It seems America’s founding fathers have never been more popular. Americans have often been filled with patriotic nostalgia about the birth of the republic and the figures that toiled to make it so, but there is a renewed interest, fuelled by new research and fresh interpretations.
In recent years, new biographies of George Washington, John Adams, Benjamin Franklin and Alexander Hamilton have featured in the national bestseller lists. Stories of the founders, the revolution and the creation of the constitution are a staple of the Pulitzer Prizes. There have been many new exhibitions, lectures, documentaries and movies about these men and the other principal founders, Thomas Jefferson and James Madison.
The nature of the scholarship has swung from sentimental and undiluted praise, to condemnation, charges of hypocrisy and ridicule. But the finer historians have sought a balance: respecting their achievements while not being uncritical about their shortcomings. The search to truly understand them, in all their complexities and contradictions, is what drives the interest.
Among the recent books examining the founders and their legacy is the distinguished writer and political activist Gore Vidal’s Inventing a Nation. Vidal recalls a ‘bright morning’ conversation with President John F. Kennedy that provided the motive for his book. Kennedy asked how a ‘... backwoods country like this, with only three million people, could have produced three great geniuses of the 18th century—Franklin, Jefferson and Hamilton?’ Vidal answered, flippantly, ‘Time. They had more of it … They read. Wrote letters.
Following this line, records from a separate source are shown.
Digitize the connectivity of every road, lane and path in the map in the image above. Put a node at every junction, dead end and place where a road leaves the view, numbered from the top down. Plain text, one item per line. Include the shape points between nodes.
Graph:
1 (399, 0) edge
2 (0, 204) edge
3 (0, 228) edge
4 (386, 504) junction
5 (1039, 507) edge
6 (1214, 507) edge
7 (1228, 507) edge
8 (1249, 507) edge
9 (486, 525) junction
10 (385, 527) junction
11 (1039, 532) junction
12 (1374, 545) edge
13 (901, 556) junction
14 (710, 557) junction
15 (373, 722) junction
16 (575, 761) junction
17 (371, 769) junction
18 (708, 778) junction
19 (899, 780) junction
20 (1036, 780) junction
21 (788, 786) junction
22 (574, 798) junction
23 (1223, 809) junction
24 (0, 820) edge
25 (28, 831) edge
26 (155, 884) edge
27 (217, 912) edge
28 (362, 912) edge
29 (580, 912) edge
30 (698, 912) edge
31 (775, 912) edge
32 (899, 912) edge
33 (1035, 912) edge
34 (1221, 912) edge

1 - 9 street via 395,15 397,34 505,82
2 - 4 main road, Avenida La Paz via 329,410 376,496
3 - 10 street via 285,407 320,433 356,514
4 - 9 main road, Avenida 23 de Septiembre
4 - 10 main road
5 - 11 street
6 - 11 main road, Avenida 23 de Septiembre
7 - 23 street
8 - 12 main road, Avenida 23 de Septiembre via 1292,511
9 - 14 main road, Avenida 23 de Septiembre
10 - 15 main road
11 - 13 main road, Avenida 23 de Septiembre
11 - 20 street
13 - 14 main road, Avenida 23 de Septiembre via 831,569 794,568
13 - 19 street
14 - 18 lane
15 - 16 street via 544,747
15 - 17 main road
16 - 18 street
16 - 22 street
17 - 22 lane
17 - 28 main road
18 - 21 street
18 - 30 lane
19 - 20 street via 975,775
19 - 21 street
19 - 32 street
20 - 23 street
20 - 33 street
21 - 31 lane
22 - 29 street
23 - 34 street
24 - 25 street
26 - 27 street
Apparently, thought, something no longer done—in public life.’ Now, some 40 years later, Vidal provides a more detailed reply to Kennedy’s question.
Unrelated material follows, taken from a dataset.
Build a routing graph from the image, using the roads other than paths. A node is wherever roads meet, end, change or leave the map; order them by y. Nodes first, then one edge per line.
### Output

Vidal approaches the birth of the republic principally through three figures: Washington, Adams and Jefferson. In his examination of the founding, he describes Washington’s ‘passive eminence’, the truly ‘great collaborators’ Hamilton and Madison, and the ‘godfathers’ Adams and Jefferson. From here Vidal travels back and forth visiting the revolutionary wars, the continental congresses and the early years of the republic.
Vidal describes the competing ideas and values in the creation of a national government, the relationships between the protagonists, and the infighting that characterised Washington’s two presidential terms. He reminds us that none of it was inevitable or easy; it was a long struggle that required not only wisdom but compromise.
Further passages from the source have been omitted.